Reflecting on the changes of the last 100 years and what the future might hold, Emmons noted the rapid advances in technology in the last 25-30 years. “I think the next 25 years will be absolutely unbelievable, with artificial intelligence and all kinds of things,” he said.
Emmons’ maternal grandparents lived on a farm in New Jersey. The only time they had contact with other people was at church on Sundays. Now people communicate instantly around the world, and they travel more too.
“I don’t think my parents left the state of New Jersey until they were retired,” Emmons said. “Today kids go all over the world.”
He offered some advice to younger generations – on education, finances (“save your money”) and marriage.
“Get all the education you can,” he said. “I think people without education are going to be in real trouble in the future. Robotics is going to take over all the menial jobs and people are going to be out of work.”
On marriage, Emmons advises compromise and realistic expectations.
“I had a very good marriage,” he said. “Not a perfect one – there’s no such thing. But it was as good as it gets in the real world.”
“When I was a kid, people in my town were married that shouldn’t have been married,” he said. Some husbands and wives didn’t speak to each other. Now he sees a shift to the opposite extreme, as young couples quickly divorce over trivial conflicts.
“People have to realize to compromise somewhere along the line,” Emmons said. “We all have to put up with quite a bit in marriage, but people are different. They have different perceptions, different ideas about things. That’s normal.”
For his 100th birthday party in the Schooner Cove dining room Friday afternoon, Emmons welcomed his entire family – his son and daughter-in-law, grandson and granddaughter-in-law, and great-granddaughter.

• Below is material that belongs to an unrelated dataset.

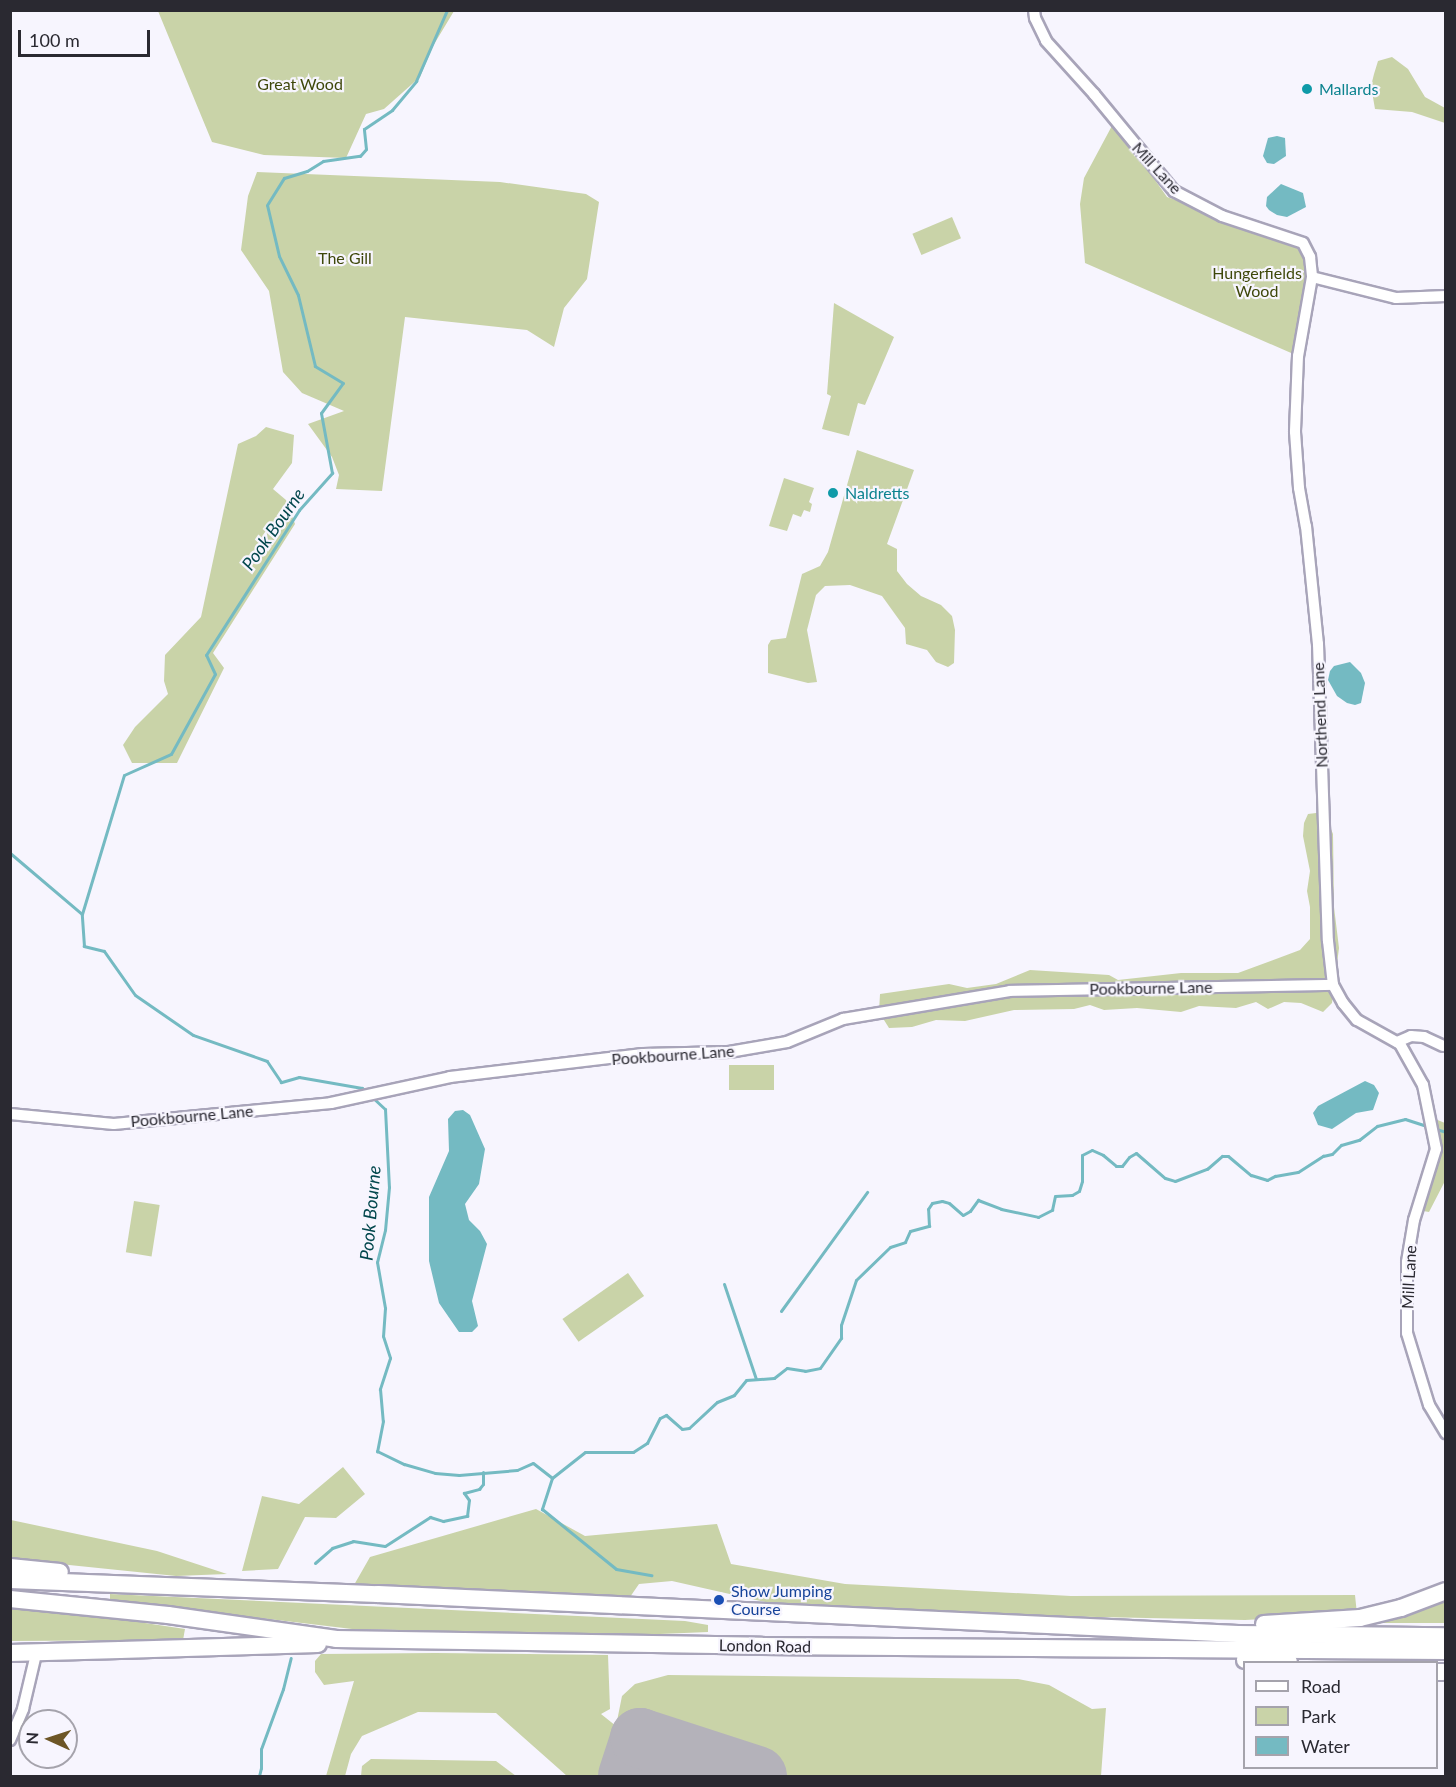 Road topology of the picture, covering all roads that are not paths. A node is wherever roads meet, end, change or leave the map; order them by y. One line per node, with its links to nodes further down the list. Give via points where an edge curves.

Alice McAdams, Schooner Cove’s longest-tenured resident with more than 25 years there, was one of the many friends and well-wishers present to celebrate with Emmons.
“Harry is amazing in that he still has his mind and is a sensible person and conducts himself well,” McAdams said. “He’s got a sense of humor and is a pleasure to be with.”
Emmons credits his longevity to a mix of genes and lifestyle. His mother lived to the age of 97.
“I exercise a lot and eat a good diet and lead a good life, a happy life,” he said. “Half of it is probably genes and half is the environment you’re making.”